The method for synchronizing the plurality of IMUs in time provided by the embodiment comprises the steps of obtaining external parameters among the IMUs, and then converting all the IMUs to the same coordinate system according to the external parameter information to perform angle change analysis of a certain attitude angle; and comparing the difference of the angle data among the IMUs through a timestamp translation algorithm, an interpolation algorithm and the like to obtain an accumulated difference, and selecting the translation time value which enables the accumulated difference to be minimum as final synchronization time. In the translation process, the range of the time difference is gradually reduced according to different precisions until the time difference value meeting the required precision is obtained, so that the precision of time synchronization can be greatly improved. In addition, because the software synchronization mode is adopted, other hardware does not need to be added, and the hardware cost can be reduced compared with the hardware synchronization mode.

Example 2

Referring to fig. 6, based on the multiple IMU time synchronization method of embodiment 1, the present embodiment provides a multiple IMU time synchronization apparatus 10, including:

the external parameter calibration module 110 is configured to perform external parameter calibration on a plurality of IMUs based on a camera to obtain external parameters between the IMUs, convert angle data obtained by each IMU into the same coordinate system by using the external parameters, and calculate an angle change value of each IMU at a preselected attitude angle;

an initial synchronization calculation module 120, configured to use a timestamp of the IMU with the largest sampling frequency as a reference, perform rough timestamp synchronization according to an initial time difference between respective starting times of the current IMU and the IMU serving as the reference, and then perform timestamp translation on the current IMU for a first preset number of times according to a first preset value range corresponding to the initial time difference, so as to calculate an optimal time difference corresponding to a first precision; after each translation, performing interpolation and data interception according to the angle change value of the current IMU to calculate an angle data accumulated difference value between the current IMU and the IMU serving as a reference, and then obtaining a translation time value corresponding to a minimum accumulated difference value from a plurality of accumulated difference values to serve as an optimal time difference corresponding to the first precision;

the precise synchronization calculation module 130 is configured to perform timestamp translation on the current IMU for a second preset number of times according to a second preset value range corresponding to the optimal time difference of the first precision, so as to obtain an optimal time difference corresponding to the second precision, and so on until the optimal time difference meeting the preset precision is obtained, so as to be used as a final synchronization time between the current IMU and the IMU serving as a reference.
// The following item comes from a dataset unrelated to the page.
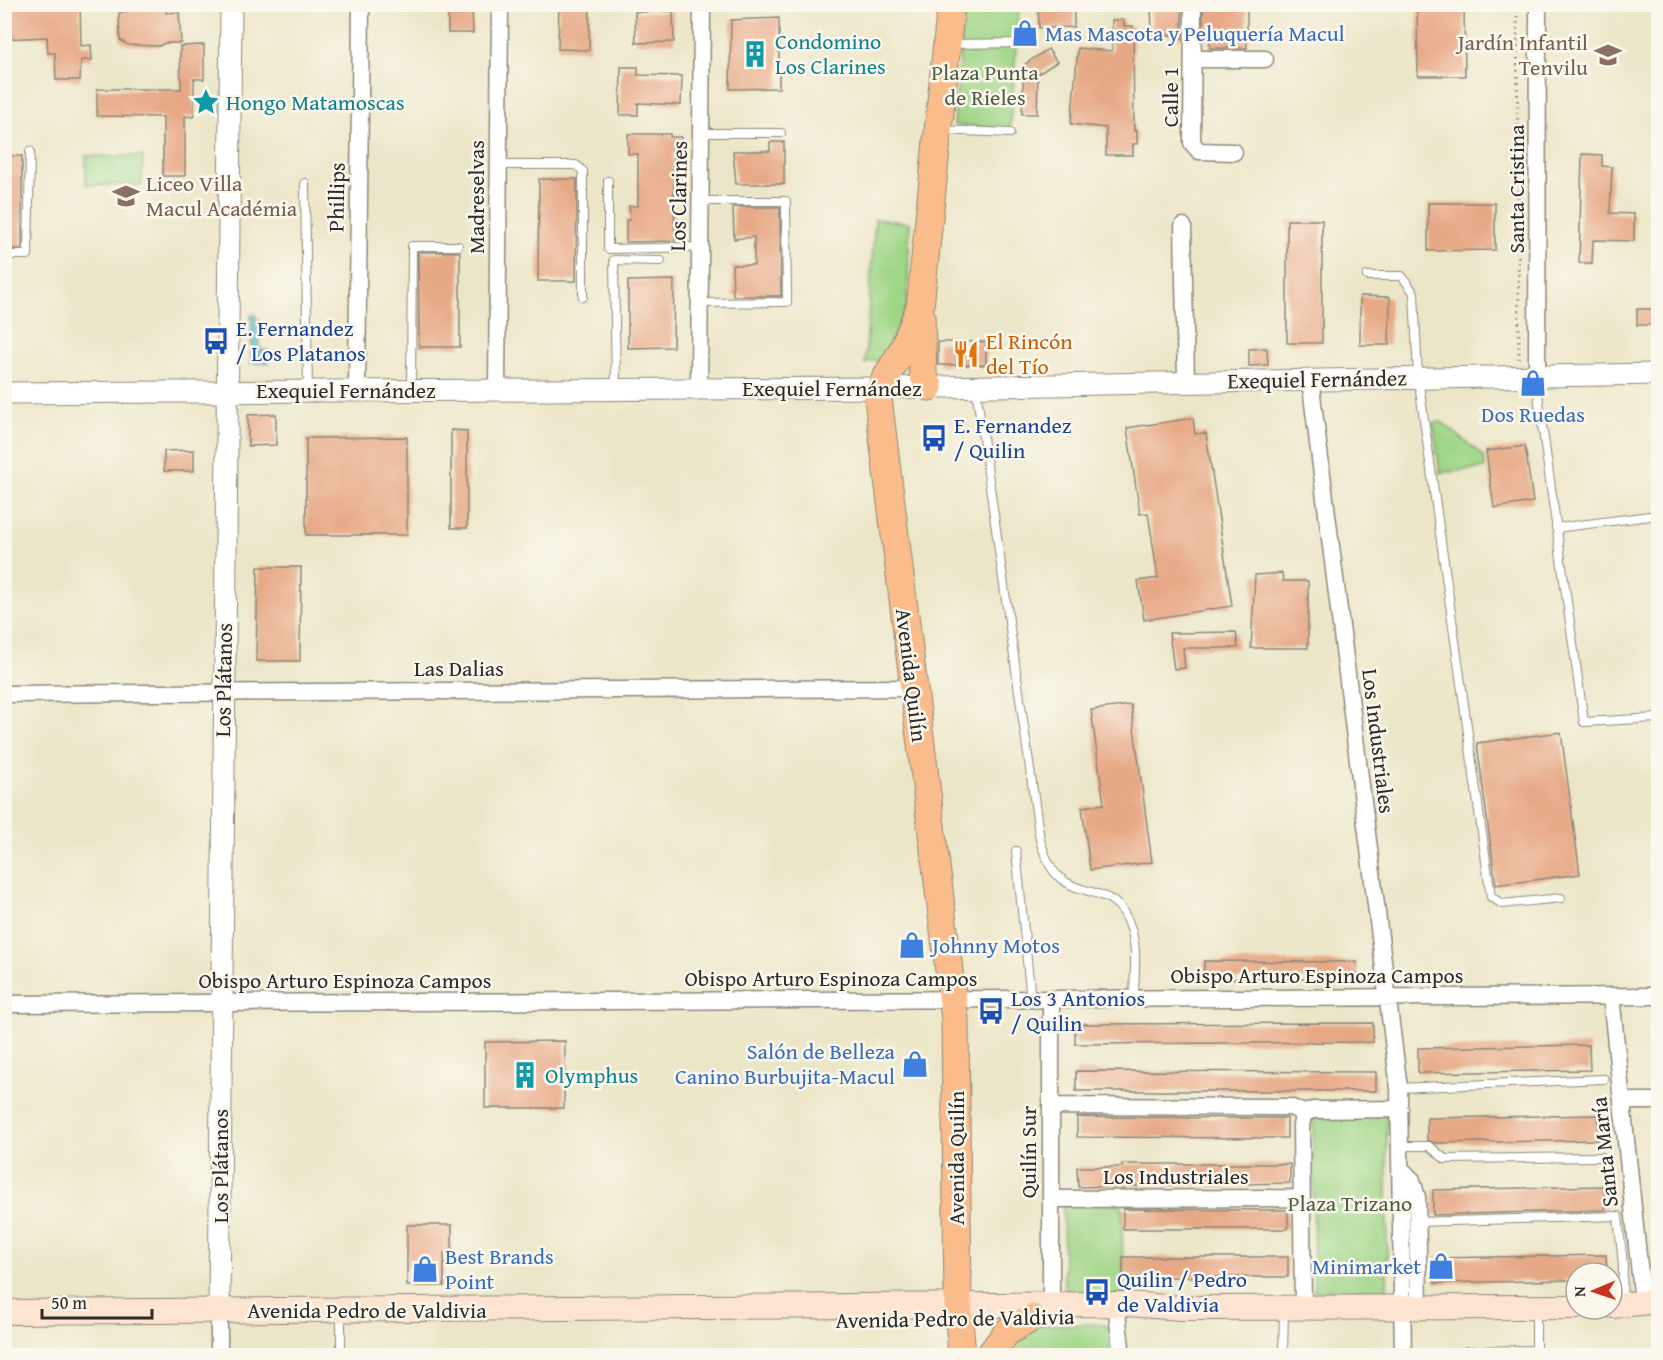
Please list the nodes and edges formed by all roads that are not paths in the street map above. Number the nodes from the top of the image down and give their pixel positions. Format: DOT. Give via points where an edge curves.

It is understood that the plurality of IMU time synchronization apparatuses 10 described above correspond to the on-screen display method of the multi-os system of embodiment 1. Any of the options in embodiment 1 are also applicable to this embodiment, and will not be described in detail here.

The present invention also provides a terminal, such as a computer, a server, etc., which includes a memory and a processor, wherein the memory stores a computer program, and the processor executes the computer program, so as to make a terminal device execute the functions of each module in the above-mentioned plurality of IMU time synchronization methods or the above-mentioned plurality of IMU time synchronization apparatuses.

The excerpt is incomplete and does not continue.